▶ [Problem details] Copy out every line in the entries below that includes "Rise".

▶ [Listed records]

────────────────

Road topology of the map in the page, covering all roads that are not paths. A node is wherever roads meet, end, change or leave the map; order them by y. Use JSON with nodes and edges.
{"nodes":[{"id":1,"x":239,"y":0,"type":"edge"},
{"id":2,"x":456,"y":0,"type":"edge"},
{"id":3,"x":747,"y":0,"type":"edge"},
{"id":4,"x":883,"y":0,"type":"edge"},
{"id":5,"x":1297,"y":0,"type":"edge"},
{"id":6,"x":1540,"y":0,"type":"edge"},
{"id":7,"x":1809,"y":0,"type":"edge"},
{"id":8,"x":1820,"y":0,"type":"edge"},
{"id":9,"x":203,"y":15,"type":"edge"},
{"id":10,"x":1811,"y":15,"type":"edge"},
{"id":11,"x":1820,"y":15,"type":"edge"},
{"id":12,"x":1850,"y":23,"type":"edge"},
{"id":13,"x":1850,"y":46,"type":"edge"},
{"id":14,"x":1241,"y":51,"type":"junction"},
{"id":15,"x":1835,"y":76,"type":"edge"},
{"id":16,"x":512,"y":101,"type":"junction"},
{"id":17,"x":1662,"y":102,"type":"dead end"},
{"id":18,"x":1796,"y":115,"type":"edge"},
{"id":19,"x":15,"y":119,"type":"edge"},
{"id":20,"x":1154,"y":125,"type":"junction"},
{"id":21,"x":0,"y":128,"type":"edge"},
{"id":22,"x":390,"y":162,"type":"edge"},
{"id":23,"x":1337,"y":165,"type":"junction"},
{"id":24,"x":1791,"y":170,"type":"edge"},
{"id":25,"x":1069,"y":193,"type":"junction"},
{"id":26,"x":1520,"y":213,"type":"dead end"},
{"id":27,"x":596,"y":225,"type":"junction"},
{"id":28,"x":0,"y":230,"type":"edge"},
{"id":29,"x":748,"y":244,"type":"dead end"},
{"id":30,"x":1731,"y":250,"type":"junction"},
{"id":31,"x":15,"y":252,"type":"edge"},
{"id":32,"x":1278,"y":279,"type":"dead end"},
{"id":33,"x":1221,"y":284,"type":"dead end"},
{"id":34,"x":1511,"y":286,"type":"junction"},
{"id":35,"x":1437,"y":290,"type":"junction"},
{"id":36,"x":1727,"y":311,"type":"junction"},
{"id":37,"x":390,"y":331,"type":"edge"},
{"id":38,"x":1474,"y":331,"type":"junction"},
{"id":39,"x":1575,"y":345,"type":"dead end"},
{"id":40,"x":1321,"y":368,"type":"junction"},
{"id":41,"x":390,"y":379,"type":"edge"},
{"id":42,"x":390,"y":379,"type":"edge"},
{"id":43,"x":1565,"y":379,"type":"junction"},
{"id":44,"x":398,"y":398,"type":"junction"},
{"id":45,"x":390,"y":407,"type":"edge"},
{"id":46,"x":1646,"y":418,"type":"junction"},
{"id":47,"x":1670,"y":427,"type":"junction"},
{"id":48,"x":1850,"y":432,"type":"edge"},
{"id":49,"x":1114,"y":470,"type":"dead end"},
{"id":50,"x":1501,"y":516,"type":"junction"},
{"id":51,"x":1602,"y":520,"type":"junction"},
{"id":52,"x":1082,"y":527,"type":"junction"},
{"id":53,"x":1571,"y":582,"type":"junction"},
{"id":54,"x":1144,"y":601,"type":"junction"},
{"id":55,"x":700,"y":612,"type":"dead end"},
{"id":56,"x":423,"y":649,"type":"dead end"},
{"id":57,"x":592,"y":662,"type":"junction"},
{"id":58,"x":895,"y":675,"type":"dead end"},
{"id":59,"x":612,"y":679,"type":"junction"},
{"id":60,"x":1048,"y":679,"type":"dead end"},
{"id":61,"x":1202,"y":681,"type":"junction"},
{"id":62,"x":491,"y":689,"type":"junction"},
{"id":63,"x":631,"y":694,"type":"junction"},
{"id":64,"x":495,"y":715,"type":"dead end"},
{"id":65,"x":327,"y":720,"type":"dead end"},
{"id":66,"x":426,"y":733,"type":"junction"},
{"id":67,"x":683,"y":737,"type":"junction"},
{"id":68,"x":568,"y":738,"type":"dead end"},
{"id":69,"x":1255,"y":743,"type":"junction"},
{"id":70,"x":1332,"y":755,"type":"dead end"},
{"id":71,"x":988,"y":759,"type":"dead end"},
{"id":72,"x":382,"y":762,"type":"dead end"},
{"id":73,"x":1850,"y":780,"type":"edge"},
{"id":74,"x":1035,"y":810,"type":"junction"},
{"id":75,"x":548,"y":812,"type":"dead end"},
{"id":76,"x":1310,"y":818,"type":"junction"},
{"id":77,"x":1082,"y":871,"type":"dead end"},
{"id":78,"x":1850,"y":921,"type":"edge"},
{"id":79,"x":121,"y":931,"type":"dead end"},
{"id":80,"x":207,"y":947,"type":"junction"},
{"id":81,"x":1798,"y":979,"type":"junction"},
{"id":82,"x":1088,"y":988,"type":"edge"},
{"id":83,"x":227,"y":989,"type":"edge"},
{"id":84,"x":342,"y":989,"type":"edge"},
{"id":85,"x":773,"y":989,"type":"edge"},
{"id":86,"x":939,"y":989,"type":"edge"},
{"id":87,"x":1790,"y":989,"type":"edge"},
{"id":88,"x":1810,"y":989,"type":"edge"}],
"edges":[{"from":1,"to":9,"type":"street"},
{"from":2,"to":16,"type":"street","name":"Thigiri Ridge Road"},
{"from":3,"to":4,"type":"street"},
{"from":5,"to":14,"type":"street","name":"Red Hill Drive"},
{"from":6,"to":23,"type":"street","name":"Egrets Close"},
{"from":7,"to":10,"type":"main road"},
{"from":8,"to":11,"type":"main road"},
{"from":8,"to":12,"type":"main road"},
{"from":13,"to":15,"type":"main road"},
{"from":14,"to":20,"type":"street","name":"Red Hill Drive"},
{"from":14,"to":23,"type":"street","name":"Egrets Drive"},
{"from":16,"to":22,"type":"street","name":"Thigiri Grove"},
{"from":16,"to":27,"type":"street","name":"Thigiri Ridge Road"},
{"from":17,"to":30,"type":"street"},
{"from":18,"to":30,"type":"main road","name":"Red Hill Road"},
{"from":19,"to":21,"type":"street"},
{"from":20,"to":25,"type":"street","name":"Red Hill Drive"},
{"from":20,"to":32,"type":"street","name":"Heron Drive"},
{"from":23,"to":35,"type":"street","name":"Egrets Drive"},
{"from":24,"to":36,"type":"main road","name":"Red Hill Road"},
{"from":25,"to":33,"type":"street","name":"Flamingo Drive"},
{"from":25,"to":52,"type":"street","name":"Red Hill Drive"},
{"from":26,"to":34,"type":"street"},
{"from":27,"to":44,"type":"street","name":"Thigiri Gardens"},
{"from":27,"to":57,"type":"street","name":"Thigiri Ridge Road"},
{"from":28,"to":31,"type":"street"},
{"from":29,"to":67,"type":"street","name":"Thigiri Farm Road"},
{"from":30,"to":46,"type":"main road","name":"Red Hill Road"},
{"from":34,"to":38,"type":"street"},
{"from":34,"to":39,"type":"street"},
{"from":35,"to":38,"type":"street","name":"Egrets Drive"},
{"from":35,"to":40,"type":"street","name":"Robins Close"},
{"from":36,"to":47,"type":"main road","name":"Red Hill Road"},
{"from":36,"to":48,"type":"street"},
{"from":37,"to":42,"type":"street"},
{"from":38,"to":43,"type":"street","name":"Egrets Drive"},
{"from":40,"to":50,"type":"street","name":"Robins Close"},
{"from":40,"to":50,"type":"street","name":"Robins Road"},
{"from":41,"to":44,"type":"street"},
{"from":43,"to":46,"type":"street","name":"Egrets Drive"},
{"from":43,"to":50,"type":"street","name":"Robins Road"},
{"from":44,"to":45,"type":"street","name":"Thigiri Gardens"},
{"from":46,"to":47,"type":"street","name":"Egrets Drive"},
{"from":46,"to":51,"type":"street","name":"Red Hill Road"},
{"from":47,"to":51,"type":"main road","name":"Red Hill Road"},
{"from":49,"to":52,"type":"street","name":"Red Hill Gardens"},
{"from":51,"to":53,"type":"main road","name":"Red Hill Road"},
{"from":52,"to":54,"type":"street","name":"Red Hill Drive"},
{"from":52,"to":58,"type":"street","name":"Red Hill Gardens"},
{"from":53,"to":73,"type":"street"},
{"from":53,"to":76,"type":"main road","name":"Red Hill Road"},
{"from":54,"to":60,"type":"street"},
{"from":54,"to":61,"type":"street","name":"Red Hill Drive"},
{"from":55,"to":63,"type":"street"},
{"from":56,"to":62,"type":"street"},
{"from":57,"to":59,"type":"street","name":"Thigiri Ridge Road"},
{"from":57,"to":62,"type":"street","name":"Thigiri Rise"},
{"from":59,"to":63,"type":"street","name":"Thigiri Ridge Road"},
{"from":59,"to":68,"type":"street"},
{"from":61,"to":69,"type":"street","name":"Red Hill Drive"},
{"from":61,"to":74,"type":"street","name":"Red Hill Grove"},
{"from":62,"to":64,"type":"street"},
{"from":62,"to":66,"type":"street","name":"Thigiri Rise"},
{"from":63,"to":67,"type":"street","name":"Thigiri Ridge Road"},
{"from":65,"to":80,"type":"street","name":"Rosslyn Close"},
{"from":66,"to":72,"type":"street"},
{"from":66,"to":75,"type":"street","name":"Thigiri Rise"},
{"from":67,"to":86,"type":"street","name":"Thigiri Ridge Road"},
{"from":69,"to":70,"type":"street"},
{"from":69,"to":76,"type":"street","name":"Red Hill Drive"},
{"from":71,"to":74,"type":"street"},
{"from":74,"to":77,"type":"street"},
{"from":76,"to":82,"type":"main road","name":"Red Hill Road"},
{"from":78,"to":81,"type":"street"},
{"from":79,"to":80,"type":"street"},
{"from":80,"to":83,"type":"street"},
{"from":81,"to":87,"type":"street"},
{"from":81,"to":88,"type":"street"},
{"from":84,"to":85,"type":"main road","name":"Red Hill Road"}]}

────────────────

▶ [Exercise result]
{"from":57,"to":62,"type":"street","name":"Thigiri Rise"},
{"from":62,"to":66,"type":"street","name":"Thigiri Rise"},
{"from":66,"to":75,"type":"street","name":"Thigiri Rise"},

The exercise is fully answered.